Ils répondent comme Alceste :

Voyons, Monsieur, le temps ne fait rien à l'affaire.

En littérature, les choses qui coûtent très-peu valent ordinairement ce qu'elles coûtent. Cette précipitation ne diminue pas grand chose à la gloire des autres qui ne peut jamais passer de certaines bornes assez modestes ; mais elle nuit considérablement au théâtre du Vaudeville, qui ne se soutient plus que par artifice, et dont les moyens d'existence s'épuisent à vue d'œil. Le public est encore attiré à ce spectacle par la réputation un peu exagérée de quelques jolies actrices, et on a cherché dans ces derniers temps à irriter son goût que tant de fades couplets ont usé, par le sel graveleux de quelques épigrammes obscènes. La première de ces ressources n'est pas mauvaise pour un nouveau venu ; mais elle perd son effet sur les habitués, et la plus jolie figure du monde finit par avoir tort quand on ne lui entend dire que des sottises. La seconde serait dangereuse si l'on en tirait un parti plus adroit ; heureusement pour les mœurs, la crudité des équivoques grivoises qu'on a essayé de mettre en vogue est de nature à révolter les oreilles les plus aguerries, et la pudeur du parterre en fait presque toujours justice. Je vois donc le Vaudeville atteint d'un marasme qui menace d'être incurable, miné par une consomption intérieure dont les palliatifs les plus puissants ne peuvent réparer l'irréparable outrage, et tous près de mourir de mort, comme l'Adam de Klopstock. II n'y a qu'une crise salutaire qui puisse renouveler sa vie ou retarder au moins de quelques moments l'agonie qui le presse; et cette crise serait le résultat de quelques ouvrages saillants qu'on ose à peine espérer après tant d'essais malheureux. Il y a plus : un ouvrage saillant lui-même aurait à combattre maintenant la prévention générale ; une longue suite d'expériences se convertit peu à peu en certitude, et le plancher du Vaudeville est devenu si glissant que les bonnes pièces auraient peine à s'y tenir.
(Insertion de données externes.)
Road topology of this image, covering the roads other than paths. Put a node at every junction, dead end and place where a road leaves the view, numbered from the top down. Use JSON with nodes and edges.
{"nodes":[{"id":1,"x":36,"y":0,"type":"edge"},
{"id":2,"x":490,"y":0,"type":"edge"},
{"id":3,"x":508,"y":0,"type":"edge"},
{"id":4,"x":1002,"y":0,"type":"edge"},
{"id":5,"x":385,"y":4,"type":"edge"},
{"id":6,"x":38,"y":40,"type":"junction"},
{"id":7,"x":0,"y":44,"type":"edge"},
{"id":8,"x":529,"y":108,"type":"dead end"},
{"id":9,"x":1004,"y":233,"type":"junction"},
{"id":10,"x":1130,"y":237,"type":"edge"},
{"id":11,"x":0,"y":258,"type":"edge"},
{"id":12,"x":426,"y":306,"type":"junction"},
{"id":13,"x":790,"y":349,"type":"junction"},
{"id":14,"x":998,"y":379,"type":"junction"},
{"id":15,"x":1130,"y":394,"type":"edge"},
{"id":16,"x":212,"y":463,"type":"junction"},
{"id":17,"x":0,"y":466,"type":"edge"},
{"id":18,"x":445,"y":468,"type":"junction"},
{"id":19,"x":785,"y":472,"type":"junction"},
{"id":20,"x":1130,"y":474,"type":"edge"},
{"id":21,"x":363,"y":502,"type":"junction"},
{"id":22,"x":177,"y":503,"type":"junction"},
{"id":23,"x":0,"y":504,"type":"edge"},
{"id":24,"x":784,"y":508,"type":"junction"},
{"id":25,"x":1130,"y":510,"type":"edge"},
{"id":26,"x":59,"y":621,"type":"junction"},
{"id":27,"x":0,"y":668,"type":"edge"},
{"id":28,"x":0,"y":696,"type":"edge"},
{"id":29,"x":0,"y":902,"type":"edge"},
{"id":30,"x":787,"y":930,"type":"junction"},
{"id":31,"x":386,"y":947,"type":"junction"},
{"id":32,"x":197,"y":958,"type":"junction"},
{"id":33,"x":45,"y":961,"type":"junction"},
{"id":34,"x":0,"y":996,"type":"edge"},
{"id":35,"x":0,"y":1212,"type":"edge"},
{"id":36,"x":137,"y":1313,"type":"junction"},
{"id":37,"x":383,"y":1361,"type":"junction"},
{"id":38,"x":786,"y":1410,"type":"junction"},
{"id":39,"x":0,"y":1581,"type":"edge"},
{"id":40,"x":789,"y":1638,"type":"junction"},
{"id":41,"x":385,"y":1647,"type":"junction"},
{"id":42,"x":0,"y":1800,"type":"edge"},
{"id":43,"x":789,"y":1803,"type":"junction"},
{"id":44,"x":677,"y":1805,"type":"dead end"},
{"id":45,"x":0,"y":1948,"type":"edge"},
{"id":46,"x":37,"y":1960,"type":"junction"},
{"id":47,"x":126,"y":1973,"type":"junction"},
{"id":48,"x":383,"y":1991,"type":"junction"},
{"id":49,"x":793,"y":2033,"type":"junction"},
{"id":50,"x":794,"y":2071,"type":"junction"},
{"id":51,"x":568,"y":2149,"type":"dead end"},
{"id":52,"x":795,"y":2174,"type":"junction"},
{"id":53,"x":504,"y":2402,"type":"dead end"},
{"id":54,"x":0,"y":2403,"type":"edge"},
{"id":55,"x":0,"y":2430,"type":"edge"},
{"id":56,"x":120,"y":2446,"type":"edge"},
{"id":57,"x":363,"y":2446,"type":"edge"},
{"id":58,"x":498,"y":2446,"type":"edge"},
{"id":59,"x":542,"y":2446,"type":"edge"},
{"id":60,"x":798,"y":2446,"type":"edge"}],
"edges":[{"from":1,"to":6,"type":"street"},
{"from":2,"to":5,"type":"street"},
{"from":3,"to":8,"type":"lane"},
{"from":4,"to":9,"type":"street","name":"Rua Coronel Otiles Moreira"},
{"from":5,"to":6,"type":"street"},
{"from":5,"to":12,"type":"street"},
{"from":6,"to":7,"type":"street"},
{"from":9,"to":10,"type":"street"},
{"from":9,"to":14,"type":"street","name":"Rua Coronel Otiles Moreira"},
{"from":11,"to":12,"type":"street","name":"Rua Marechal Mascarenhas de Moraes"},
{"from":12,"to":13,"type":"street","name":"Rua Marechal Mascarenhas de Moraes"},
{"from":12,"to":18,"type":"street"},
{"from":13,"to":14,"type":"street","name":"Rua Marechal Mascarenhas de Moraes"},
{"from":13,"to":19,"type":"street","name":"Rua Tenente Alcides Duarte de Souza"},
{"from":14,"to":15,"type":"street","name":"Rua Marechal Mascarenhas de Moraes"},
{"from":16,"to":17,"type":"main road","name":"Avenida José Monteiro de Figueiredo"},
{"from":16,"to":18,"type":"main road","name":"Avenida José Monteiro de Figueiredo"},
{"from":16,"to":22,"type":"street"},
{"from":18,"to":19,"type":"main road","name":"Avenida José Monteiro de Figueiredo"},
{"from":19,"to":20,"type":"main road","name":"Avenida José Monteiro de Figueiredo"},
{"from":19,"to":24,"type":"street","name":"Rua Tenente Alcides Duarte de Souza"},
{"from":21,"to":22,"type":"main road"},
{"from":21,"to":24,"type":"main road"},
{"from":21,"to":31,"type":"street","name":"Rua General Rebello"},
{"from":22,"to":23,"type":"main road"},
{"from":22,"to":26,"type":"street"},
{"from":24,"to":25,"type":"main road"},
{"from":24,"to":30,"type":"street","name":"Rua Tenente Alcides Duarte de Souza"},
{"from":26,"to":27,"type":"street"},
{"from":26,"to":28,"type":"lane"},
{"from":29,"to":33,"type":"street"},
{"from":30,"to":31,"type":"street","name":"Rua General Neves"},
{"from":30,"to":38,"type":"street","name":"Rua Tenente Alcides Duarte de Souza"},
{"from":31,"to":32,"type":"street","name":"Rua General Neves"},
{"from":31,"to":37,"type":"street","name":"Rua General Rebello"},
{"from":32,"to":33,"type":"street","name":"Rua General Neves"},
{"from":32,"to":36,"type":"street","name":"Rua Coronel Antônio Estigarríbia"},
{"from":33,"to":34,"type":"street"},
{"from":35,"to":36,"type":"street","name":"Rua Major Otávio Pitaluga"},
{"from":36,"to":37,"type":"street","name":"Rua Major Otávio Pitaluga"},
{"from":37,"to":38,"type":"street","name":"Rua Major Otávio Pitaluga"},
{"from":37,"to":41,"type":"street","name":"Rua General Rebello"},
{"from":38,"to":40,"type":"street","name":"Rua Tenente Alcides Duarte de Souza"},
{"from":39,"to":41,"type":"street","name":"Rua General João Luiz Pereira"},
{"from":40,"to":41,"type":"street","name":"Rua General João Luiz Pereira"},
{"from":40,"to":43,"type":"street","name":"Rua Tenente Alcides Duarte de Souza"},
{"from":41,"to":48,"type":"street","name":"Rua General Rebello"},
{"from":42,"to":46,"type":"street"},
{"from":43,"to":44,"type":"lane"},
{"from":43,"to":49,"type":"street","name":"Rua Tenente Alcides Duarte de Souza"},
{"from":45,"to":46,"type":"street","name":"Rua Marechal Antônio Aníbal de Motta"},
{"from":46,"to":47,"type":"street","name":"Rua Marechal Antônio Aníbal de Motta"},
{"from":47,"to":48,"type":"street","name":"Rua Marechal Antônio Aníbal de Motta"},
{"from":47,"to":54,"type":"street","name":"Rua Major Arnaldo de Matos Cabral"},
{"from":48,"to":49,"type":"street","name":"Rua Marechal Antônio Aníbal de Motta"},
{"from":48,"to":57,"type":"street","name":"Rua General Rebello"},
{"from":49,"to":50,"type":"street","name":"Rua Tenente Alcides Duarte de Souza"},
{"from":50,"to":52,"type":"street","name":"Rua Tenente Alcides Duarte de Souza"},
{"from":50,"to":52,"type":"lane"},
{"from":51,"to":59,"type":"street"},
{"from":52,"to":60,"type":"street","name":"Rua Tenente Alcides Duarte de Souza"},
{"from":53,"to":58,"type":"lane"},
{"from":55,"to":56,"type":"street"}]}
Magasin encyclopédique, ou journal des sciences, des lettres et des arts, 19e année, 1814, tome III, p. 394 :

[Pièce vite exécutée : elle n’a pas atteint son terme...]

Barbanera, vaudeville en un acte, joué le 21 juin.

Un corsaire, qui s'amuse à jouer à Colin-Maillard dans une ville qu'il vient de prendre d'assaut : c'est là la moindre invraisemblance de cet ouvrage, que le public n'a pas voulu entendre jusqu'à la fin.